_DATA SHOWN_:

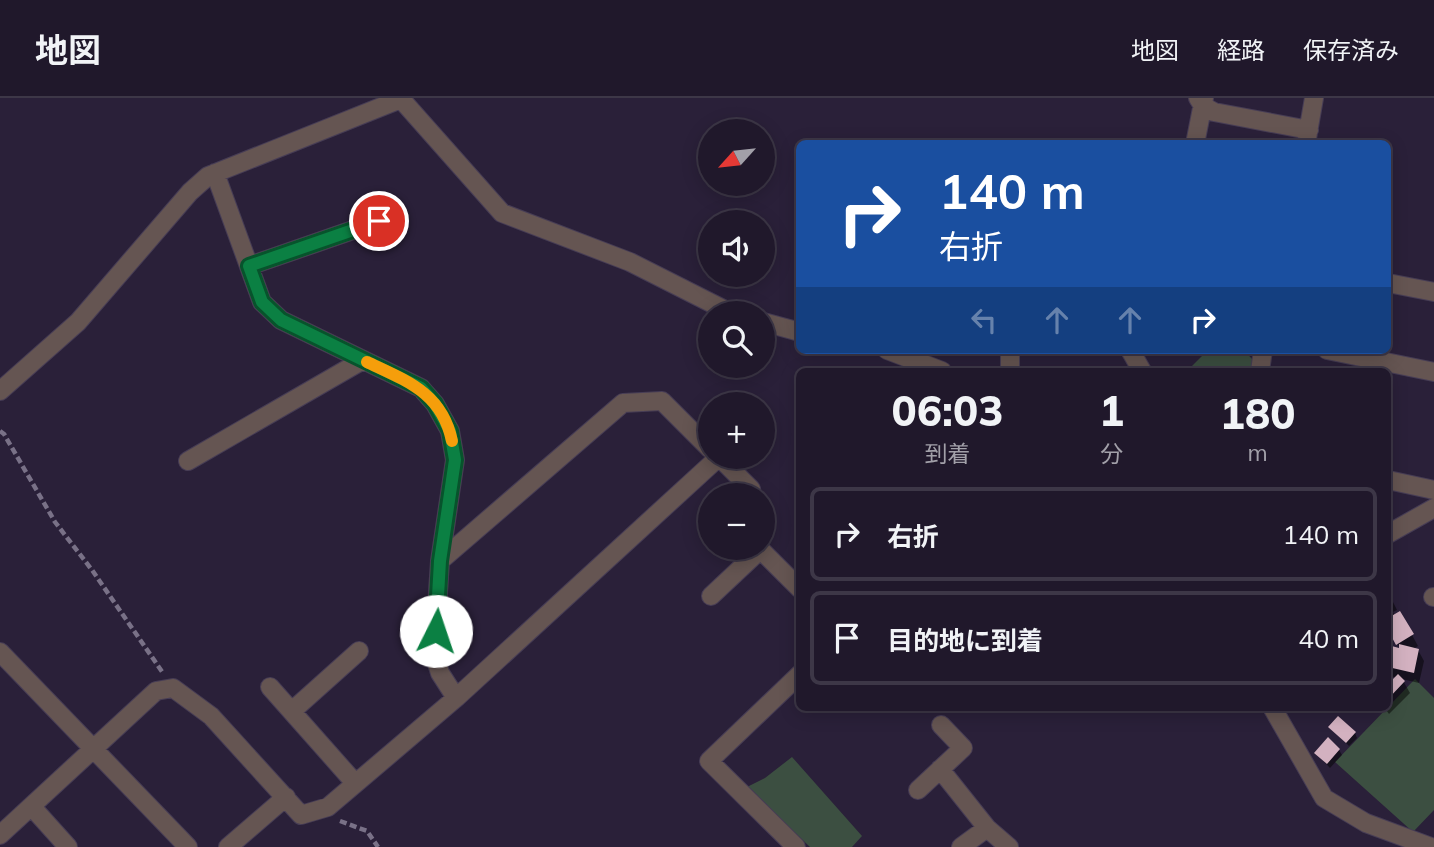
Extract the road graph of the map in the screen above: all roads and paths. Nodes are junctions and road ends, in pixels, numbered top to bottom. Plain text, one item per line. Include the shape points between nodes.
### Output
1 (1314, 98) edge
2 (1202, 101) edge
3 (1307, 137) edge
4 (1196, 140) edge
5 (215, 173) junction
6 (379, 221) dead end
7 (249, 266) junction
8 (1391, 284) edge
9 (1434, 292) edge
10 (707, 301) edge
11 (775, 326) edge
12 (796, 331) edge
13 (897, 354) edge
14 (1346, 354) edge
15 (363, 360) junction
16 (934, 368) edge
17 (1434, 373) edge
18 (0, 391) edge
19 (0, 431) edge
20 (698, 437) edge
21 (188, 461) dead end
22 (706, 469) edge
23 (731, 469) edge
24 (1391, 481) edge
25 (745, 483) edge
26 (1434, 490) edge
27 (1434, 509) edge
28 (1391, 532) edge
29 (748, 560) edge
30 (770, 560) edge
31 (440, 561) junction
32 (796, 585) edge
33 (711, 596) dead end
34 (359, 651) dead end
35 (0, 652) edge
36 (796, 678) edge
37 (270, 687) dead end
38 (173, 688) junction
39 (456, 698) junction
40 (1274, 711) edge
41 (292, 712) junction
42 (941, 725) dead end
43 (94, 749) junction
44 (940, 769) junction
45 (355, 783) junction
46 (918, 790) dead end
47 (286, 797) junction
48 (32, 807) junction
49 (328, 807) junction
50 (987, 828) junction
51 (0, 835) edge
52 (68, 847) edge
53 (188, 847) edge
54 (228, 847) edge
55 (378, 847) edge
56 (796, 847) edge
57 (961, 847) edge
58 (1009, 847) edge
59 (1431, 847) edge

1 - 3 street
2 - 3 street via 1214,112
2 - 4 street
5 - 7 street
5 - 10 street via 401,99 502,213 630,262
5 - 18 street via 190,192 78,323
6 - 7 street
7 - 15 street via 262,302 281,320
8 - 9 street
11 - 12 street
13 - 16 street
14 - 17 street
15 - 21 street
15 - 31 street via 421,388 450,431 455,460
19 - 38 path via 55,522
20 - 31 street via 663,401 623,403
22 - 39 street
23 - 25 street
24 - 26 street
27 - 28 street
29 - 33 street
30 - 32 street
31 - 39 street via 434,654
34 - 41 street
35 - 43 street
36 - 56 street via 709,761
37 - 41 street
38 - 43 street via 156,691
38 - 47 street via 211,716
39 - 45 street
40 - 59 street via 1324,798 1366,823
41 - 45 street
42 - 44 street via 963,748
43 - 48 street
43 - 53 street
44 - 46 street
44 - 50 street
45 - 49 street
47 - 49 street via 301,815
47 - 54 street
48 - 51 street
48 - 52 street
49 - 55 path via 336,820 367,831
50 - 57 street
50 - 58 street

--

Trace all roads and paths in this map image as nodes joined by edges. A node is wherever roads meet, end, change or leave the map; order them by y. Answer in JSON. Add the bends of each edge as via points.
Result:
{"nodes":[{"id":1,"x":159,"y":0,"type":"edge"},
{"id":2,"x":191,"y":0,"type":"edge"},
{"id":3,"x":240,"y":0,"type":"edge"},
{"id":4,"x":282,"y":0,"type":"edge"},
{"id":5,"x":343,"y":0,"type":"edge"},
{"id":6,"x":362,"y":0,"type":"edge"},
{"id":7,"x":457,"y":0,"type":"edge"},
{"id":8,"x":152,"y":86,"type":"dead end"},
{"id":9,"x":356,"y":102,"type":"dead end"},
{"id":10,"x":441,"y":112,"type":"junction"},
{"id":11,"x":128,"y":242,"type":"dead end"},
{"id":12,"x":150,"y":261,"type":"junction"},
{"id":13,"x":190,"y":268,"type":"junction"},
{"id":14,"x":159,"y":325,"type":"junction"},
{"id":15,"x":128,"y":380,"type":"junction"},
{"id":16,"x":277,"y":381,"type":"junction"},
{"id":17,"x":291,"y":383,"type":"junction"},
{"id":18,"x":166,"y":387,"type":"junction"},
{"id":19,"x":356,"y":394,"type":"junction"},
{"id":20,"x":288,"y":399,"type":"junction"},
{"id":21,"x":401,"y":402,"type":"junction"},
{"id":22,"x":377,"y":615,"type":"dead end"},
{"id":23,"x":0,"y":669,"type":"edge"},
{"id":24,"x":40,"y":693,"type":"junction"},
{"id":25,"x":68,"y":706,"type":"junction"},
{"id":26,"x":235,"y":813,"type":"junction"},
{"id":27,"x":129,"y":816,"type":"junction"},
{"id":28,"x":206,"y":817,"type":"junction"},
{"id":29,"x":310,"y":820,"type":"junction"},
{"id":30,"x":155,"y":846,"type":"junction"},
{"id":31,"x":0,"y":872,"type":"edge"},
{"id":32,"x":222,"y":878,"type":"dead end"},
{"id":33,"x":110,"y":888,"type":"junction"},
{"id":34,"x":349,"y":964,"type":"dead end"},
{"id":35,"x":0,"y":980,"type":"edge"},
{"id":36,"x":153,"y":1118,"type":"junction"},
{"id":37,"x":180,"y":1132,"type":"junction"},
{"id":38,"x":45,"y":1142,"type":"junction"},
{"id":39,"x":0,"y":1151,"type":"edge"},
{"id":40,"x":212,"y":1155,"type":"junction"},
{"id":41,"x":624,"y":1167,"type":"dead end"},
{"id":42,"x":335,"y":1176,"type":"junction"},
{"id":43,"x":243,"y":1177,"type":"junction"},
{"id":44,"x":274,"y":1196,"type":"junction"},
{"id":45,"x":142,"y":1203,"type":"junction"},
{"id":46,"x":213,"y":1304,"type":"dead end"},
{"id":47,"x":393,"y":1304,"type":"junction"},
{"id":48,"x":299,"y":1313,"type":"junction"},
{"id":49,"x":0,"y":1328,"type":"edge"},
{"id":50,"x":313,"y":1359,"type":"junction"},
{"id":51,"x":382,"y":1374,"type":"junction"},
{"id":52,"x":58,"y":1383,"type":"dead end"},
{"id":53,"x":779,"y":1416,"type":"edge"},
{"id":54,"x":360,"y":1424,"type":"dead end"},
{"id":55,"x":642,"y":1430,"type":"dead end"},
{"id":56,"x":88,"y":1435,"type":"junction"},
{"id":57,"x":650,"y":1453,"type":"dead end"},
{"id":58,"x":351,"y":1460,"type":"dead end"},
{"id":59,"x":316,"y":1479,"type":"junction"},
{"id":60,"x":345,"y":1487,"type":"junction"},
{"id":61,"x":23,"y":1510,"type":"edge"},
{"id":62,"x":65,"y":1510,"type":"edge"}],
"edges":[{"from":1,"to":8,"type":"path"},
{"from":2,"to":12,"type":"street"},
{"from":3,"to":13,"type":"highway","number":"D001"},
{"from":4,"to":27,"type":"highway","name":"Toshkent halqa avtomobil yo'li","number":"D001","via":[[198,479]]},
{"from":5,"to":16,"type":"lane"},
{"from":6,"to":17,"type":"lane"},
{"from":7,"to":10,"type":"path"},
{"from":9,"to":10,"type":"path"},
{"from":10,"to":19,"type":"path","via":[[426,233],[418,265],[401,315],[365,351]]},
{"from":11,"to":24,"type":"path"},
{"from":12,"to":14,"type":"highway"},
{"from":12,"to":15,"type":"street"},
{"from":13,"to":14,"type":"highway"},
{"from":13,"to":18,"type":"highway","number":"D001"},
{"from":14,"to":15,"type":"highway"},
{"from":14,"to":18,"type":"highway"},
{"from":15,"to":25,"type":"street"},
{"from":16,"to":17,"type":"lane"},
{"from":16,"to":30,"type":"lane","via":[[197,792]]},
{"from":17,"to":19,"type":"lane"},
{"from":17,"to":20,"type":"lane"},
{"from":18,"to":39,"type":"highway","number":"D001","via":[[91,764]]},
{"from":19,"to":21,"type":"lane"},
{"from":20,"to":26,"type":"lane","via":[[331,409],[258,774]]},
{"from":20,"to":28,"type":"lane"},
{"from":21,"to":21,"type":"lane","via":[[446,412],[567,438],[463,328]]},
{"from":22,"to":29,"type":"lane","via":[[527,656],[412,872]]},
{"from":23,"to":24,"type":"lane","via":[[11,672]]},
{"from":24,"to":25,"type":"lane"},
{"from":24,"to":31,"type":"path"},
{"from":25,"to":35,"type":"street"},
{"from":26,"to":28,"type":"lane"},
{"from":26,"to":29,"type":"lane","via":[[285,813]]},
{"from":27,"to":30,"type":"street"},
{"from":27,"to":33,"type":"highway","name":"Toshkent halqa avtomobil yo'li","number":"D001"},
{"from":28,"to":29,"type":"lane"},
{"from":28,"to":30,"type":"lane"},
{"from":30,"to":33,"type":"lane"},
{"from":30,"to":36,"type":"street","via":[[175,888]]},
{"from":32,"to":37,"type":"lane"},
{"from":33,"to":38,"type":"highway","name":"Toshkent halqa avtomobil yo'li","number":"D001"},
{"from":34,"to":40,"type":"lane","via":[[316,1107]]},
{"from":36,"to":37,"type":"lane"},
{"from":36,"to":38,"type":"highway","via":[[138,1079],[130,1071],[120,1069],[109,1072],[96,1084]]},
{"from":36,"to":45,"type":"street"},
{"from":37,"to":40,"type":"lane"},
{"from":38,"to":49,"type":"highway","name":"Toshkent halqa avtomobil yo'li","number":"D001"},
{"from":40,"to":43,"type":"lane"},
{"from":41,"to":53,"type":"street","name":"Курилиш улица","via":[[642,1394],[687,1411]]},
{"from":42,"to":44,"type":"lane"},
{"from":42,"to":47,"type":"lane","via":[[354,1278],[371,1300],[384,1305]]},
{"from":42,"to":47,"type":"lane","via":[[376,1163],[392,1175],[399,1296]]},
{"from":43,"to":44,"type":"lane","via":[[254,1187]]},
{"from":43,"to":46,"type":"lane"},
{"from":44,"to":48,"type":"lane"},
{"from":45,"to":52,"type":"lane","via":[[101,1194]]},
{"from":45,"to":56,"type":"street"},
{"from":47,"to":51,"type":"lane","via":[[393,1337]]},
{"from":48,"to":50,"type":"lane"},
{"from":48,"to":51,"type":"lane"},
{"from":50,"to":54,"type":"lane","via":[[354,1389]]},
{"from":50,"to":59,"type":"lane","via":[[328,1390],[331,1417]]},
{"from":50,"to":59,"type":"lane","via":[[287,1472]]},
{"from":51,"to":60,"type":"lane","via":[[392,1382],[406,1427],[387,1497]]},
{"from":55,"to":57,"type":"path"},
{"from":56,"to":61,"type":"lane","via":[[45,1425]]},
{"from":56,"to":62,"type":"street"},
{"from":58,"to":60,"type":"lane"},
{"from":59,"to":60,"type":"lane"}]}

_YOUR GOAL_: When a line in the entries above contains "name", count it; please answer with the number only.

_OUTPUT OF THE EXERCISE_: 5